Read through the listing below and copy each line in which the word "main" occurs.

────────

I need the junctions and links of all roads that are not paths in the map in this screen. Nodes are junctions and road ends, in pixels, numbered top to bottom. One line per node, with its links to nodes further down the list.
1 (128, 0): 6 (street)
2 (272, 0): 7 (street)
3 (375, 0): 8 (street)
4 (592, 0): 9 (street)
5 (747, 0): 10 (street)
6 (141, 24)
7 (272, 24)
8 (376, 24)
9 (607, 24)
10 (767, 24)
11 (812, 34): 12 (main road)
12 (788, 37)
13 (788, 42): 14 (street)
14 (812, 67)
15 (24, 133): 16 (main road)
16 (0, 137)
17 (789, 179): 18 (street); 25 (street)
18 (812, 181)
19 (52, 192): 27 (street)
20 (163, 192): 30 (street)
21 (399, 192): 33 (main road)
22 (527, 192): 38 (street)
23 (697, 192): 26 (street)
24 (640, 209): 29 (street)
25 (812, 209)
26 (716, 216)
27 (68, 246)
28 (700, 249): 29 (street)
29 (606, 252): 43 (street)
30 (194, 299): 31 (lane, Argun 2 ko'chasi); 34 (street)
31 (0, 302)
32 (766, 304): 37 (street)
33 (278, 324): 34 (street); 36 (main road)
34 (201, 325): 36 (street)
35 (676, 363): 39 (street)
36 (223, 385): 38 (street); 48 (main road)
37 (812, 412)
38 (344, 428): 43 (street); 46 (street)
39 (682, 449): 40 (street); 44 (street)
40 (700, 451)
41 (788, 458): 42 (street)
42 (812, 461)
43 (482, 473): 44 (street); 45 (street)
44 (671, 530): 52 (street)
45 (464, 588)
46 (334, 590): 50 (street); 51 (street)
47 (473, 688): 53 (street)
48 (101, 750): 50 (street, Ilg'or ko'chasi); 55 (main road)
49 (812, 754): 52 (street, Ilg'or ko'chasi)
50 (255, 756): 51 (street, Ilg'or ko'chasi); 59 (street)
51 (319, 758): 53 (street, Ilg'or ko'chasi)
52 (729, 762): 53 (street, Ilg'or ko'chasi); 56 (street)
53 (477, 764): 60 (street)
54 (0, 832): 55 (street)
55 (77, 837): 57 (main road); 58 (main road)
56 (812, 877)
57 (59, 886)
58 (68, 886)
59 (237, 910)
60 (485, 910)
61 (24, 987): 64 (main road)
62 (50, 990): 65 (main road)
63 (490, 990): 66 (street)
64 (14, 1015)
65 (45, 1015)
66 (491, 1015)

────────

Response box =>
11 (812, 34): 12 (main road)
15 (24, 133): 16 (main road)
21 (399, 192): 33 (main road)
33 (278, 324): 34 (street); 36 (main road)
36 (223, 385): 38 (street); 48 (main road)
48 (101, 750): 50 (street, Ilg'or ko'chasi); 55 (main road)
55 (77, 837): 57 (main road); 58 (main road)
61 (24, 987): 64 (main road)
62 (50, 990): 65 (main road)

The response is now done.